The top UN humanitarian official was in the Security Council on Wednesday to appeal for the renewal of an operation that delivers life-saving food and other aid relief to some four million civilians in northern Syria.
The mandate of the cross-border mechanism operating from Turkey will expire in January.
“Without the cross-border operation, we would see an immediate end of aid supporting millions of civilians,” Mark Lowcock, the UN Under Secretary-General for Humanitarian Affairs, told the Council.
“That would cause a rapid increase in hunger and disease. A lot more people would flood across the borders, making an existing crisis even worse in the region.”
Rising humanitarian needs
The cross-border operation was mandated under UN Security Council Resolution 2165 of July 2014.
Since then, nearly 30,000 trucks have brought food, water, medical items, shelter and other assistance into Syria.
Mr. Lowcock said the operation has grown by more than 40 per cent over the same period last year due to rising needs.
The UN relief chief visited the operation last month, describing it as “one of the most closely scrutinized aid delivery systems in the world today”.
All movements and deliveries are monitored during the entire journey: from the border, to warehouses in Syria, to distribution points, and at delivery.
“Nothing in life is completely risk-free but I can say with confidence that the UN knows what is going across the border under our programme and where it is going,” he stated. “We know that help is reaching the civilians who need it.”

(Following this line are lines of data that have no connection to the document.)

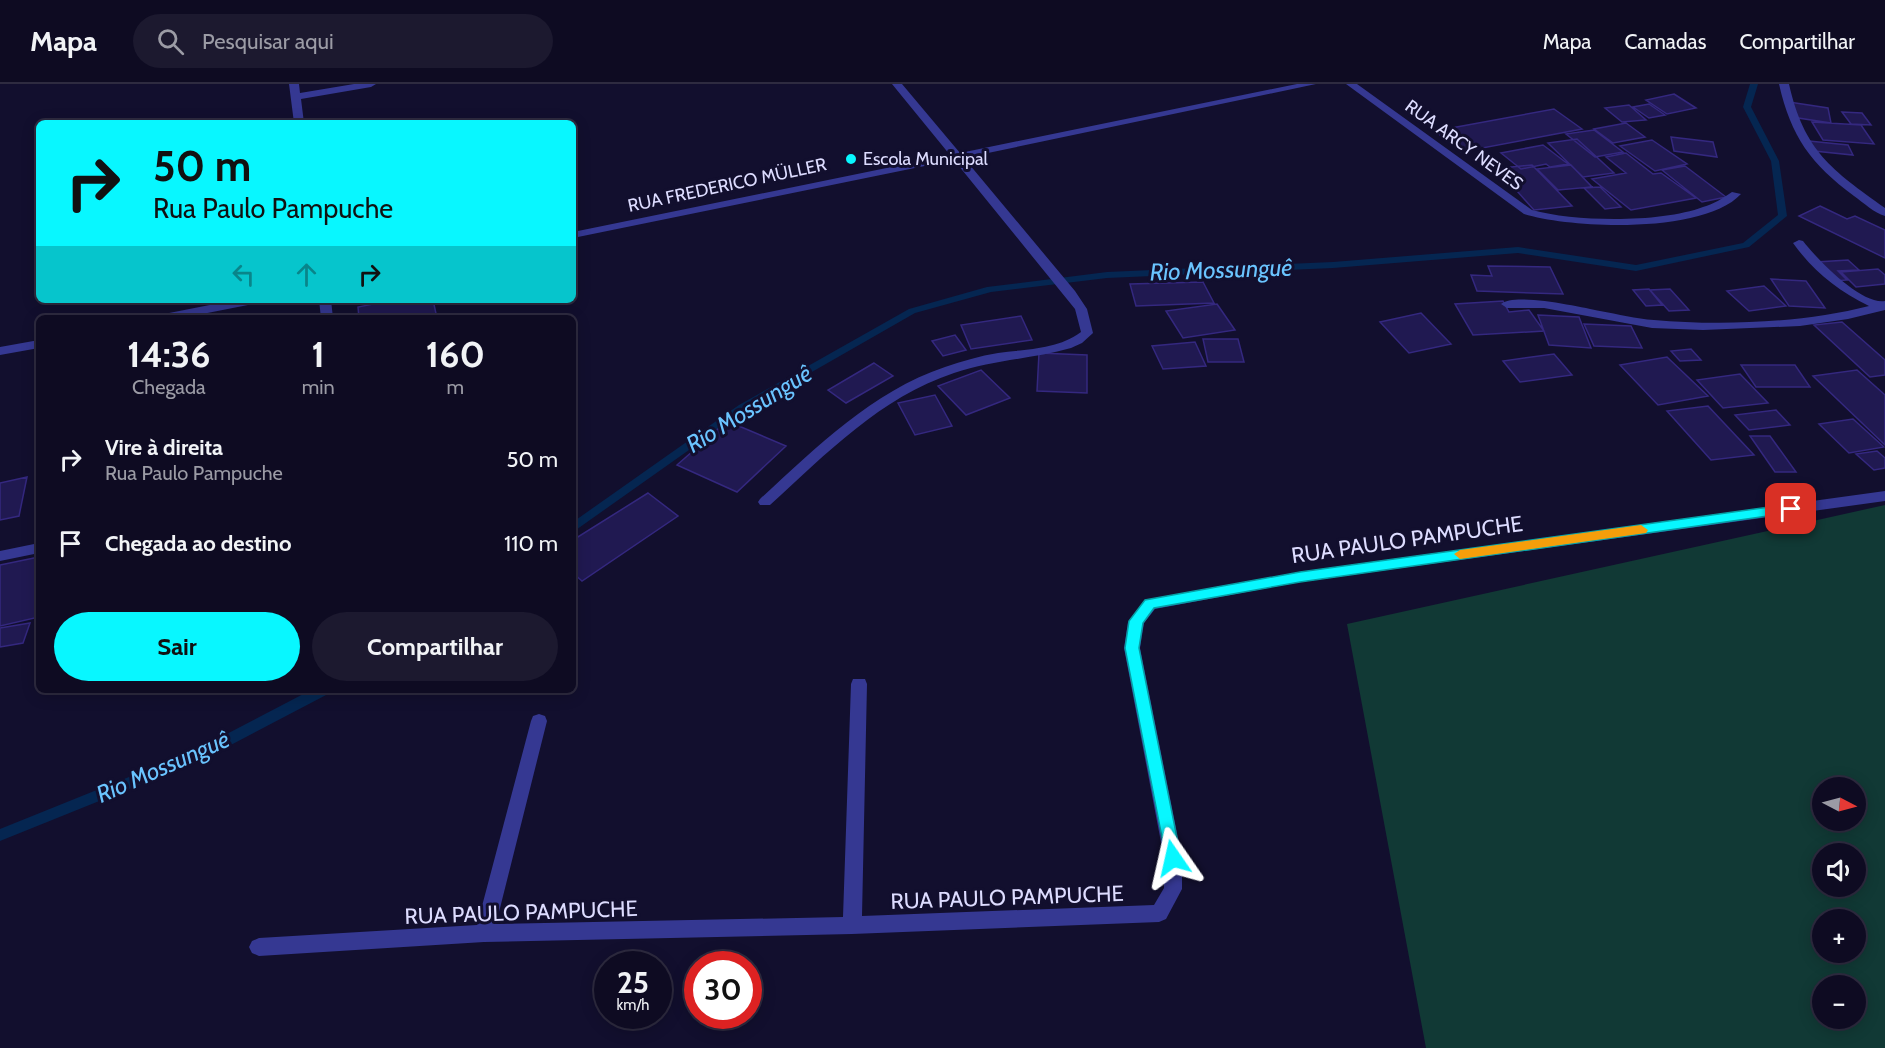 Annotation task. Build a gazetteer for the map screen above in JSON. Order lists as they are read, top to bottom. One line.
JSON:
{"streets":{"street":["RUA ARCY NEVES","RUA FREDERICO MÜLLER","RUA PAULO PAMPUCHE"]},"water":["Rio Mossunguê"],"places":["Escola Municipal"],"north":"right","page":{"header":"Mapa","search":"Pesquisar aqui","nav":["Mapa","Camadas","Compartilhar"],"turn":["50 m","Rua Paulo Pampuche"],"eta":["14:36","Chegada","1","min","160","m"],"list":[{"name":"Vire à direita","note":"Rua Paulo Pampuche","value":"50 m"},{"name":"Chegada ao destino","value":"110 m"}],"buttons":["Sair","Compartilhar"],"map_buttons":["+","−"],"speed":"25 km/h","limit":"30"}} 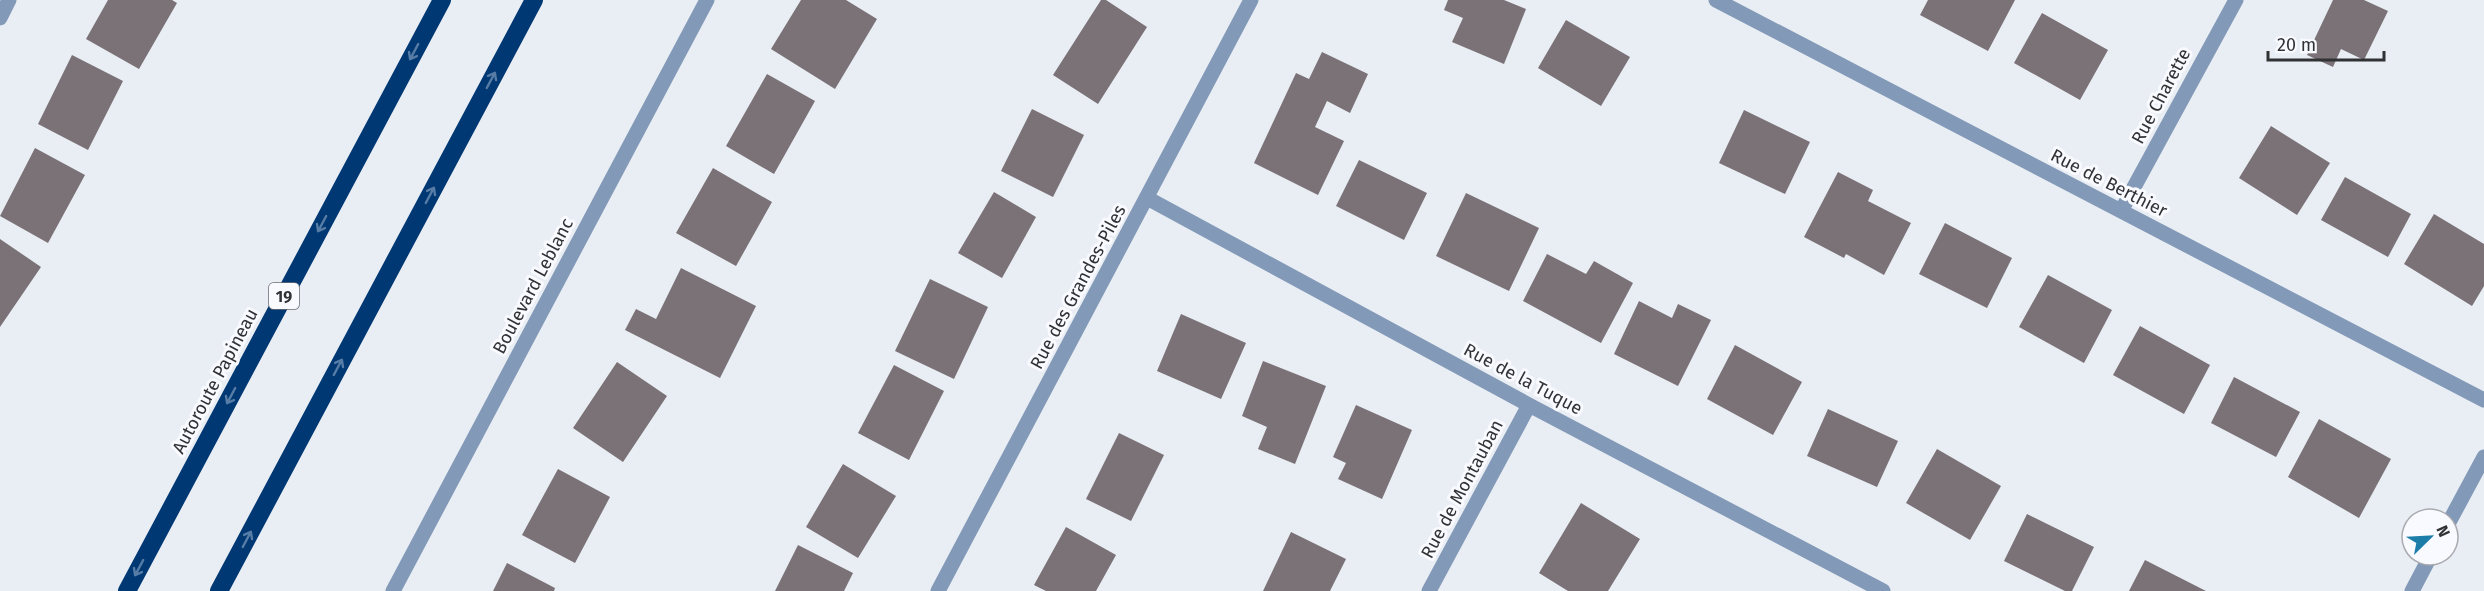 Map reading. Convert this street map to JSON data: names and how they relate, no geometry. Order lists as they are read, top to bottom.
{
  "streets": {
    "highway": ["19", "Autoroute Papineau"],
    "street": [
      "Rue Charette",
      "Rue de Berthier",
      "Boulevard Leblanc",
      "Rue des Grandes-Piles",
      "Rue de la Tuque",
      "Rue de Montauban"
    ]
  },
  "crossings": [
    ["Rue Charette", "Rue de Berthier"],
    ["Rue des Grandes-Piles", "Rue de la Tuque"],
    ["Rue de la Tuque", "Rue de Montauban"]
  ],
  "scale_bar": "20 m",
  "north": "top right"
} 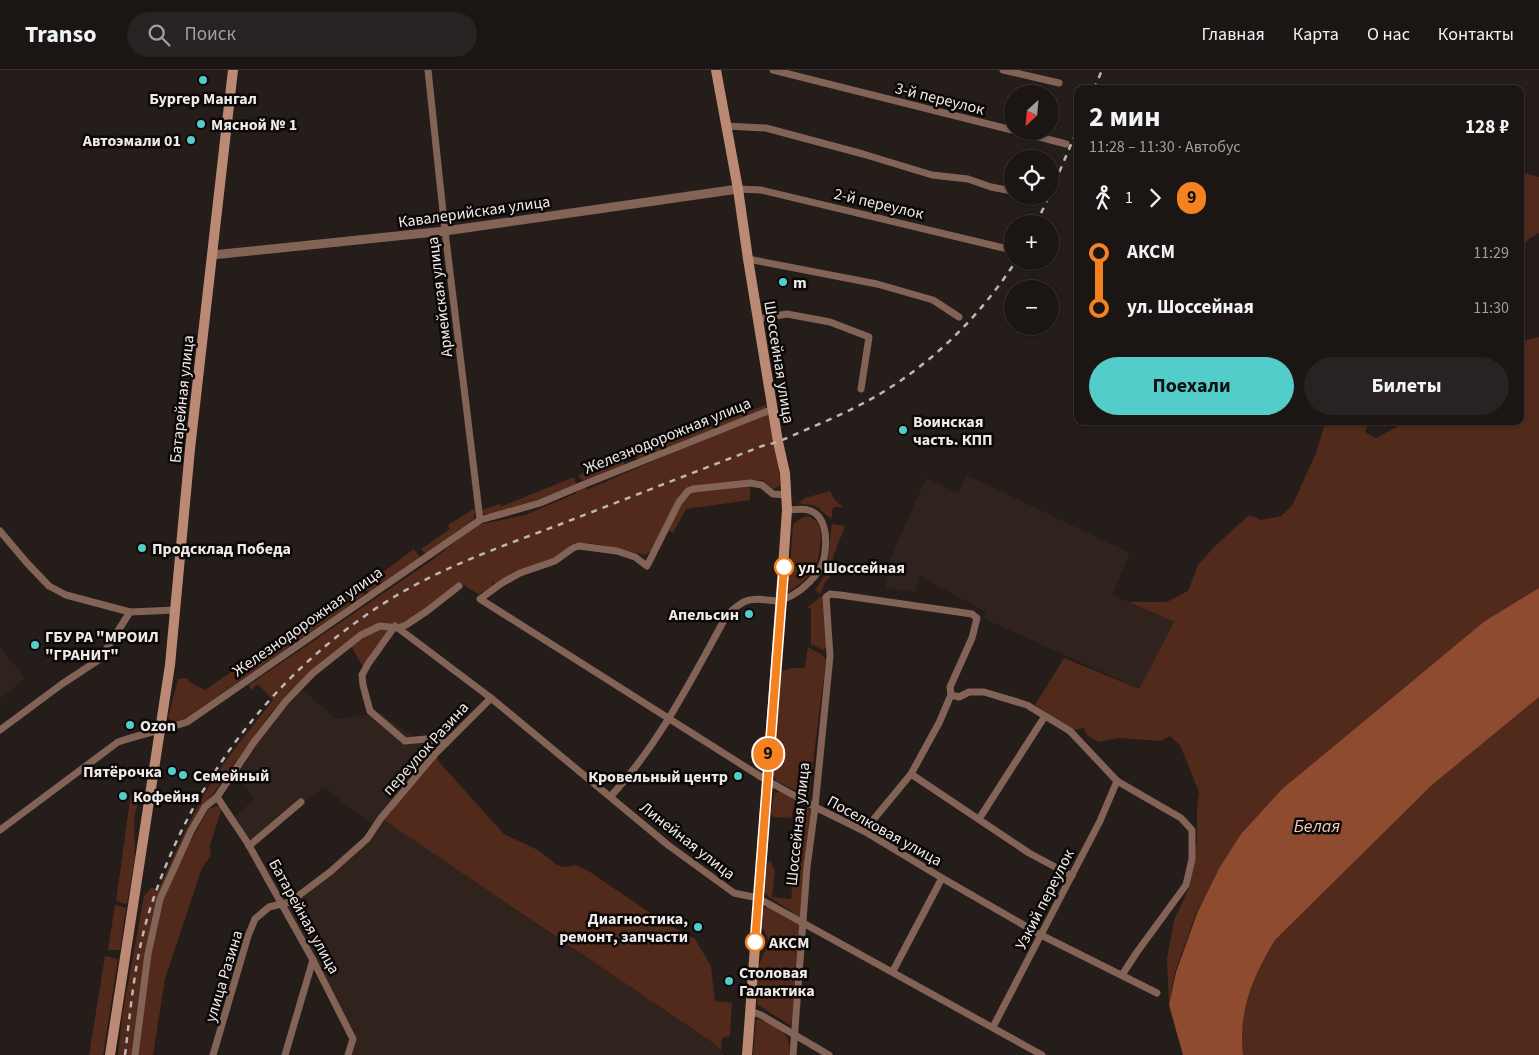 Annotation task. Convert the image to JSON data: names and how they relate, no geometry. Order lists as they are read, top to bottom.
{
  "streets": {
    "main road": ["Шоссейная улица", "Батарейная улица"],
    "street": [
      "3-й переулок",
      "2-й переулок",
      "Кавалерийская улица",
      "Армейская улица",
      "Железнодорожная улица",
      "переулок Разина",
      "Поселковая улица",
      "Линейная улица",
      "Узкий переулок",
      "улица Разина"
    ]
  },
  "crossings": [
    ["2-й переулок", "Кавалерийская улица"],
    ["2-й переулок", "Шоссейная улица"],
    ["Кавалерийская улица", "Армейская улица"],
    ["Кавалерийская улица", "Шоссейная улица"],
    ["Кавалерийская улица", "Батарейная улица"],
    ["Армейская улица", "Железнодорожная улица"],
    ["Шоссейная улица", "Железнодорожная улица"],
    ["Шоссейная улица", "Поселковая улица"],
    ["Шоссейная улица", "Линейная улица"],
    ["Батарейная улица", "Железнодорожная улица"],
    ["Батарейная улица", "улица Разина"],
    ["переулок Разина", "Линейная улица"],
    ["переулок Разина", "улица Разина"],
    ["Поселковая улица", "Узкий переулок"],
    ["Линейная улица", "Узкий переулок"]
  ],
  "water": ["Белая"],
  "places": [
    "Бургер Мангал",
    "Мясной № 1",
    "Автоэмали 01",
    "m",
    "Воинская часть. КПП",
    "Продсклад Победа",
    "ул. Шоссейная",
    "Апельсин",
    "ГБУ РА \"МРОИЛ \"ГРАНИТ\"",
    "Ozon",
    "Пятёрочка",
    "Семейный",
    "Кровельный центр",
    "Кофейня",
    "Диагностика, ремонт, запчасти",
    "АКСМ",
    "Столовая Галактика"
  ],
  "lines": ["bus line 9"],
  "north": "bottom left",
  "page": {
    "header": "Transo",
    "search": "Поиск",
    "nav": [
      "Главная",
      "Карта",
      "О нас",
      "Контакты"
    ],
    "on_map": "9",
    "map_buttons": ["+", "−"],
    "heading": ["2 мин", "11:28 – 11:30 · Автобус", "128 ₽"],
    "legs": ["1", "9"],
    "list": [
      {
        "name": "АКСМ",
        "value": "11:29"
      },
      {
        "name": "ул. Шоссейная",
        "value": "11:30"
      }
    ],
    "buttons": ["Поехали", "Билеты"]
  }
} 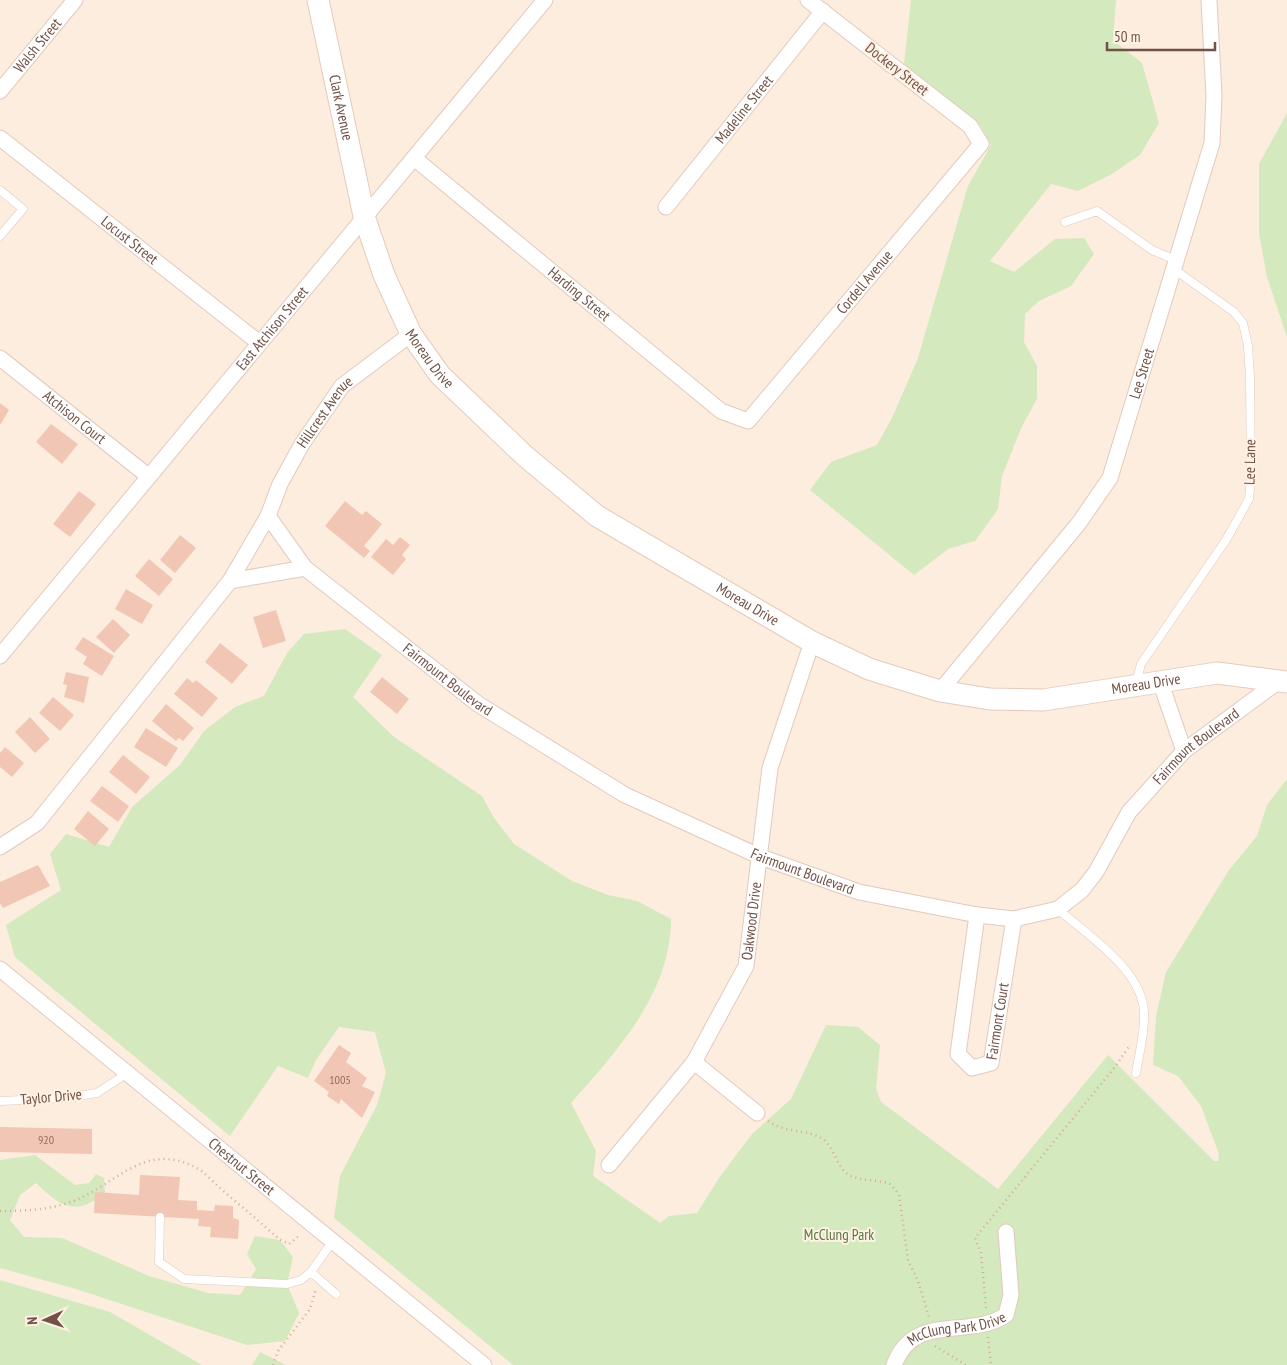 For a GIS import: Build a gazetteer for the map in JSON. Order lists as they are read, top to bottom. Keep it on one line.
{"streets":{"main road":["Clark Avenue","Moreau Drive"],"street":["Walsh Street","Dockery Street","Madeline Street","Locust Street","Cordell Avenue","Harding Street","East Atchison Street","Lee Street","Hillcrest Avenue","Atchison Court","Fairmount Boulevard","Oakwood Drive","Fairmont Court","Chestnut Street","McClung Park Drive"],"lane":["Lee Lane","Taylor Drive"]},"crossings":[["Dockery Street","Madeline Street"],["Dockery Street","Cordell Avenue"],["Clark Avenue","East Atchison Street"],["Clark Avenue","Moreau Drive"],["Locust Street","East Atchison Street"],["Cordell Avenue","Harding Street"],["Harding Street","East Atchison Street"],["East Atchison Street","Moreau Drive"],["East Atchison Street","Atchison Court"],["Moreau Drive","Lee Street"],["Moreau Drive","Hillcrest Avenue"],["Moreau Drive","Lee Lane"],["Moreau Drive","Fairmount Boulevard"],["Moreau Drive","Oakwood Drive"],["Lee Street","Lee Lane"],["Hillcrest Avenue","Fairmount Boulevard"],["Fairmount Boulevard","Oakwood Drive"],["Fairmount Boulevard","Fairmont Court"],["Taylor Drive","Chestnut Street"]],"parks":["McClung Park"],"house_numbers":["1005","920"],"scale_bar":"50 m","north":"left"}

Overall, 11 million Syrians, or half the population, require humanitarian assistance, as the war there approaches its ninth year.
Recently, increased airstrikes and ground strikes in the northwest have caused a high number of civilian casualties. There were more than 100 in the past two days alone, Mr. Lowcock said.
Meanwhile, there has been a decrease in hostilities in northeast Syria, following recent agreements on a pause in the military offensive against the Kurds launched by Turkey across the border in early October.
While most of the 200,000 people who fled the region in the early stages of the fighting have returned, Mr. Lowcock reported some 70,000 remain displaced.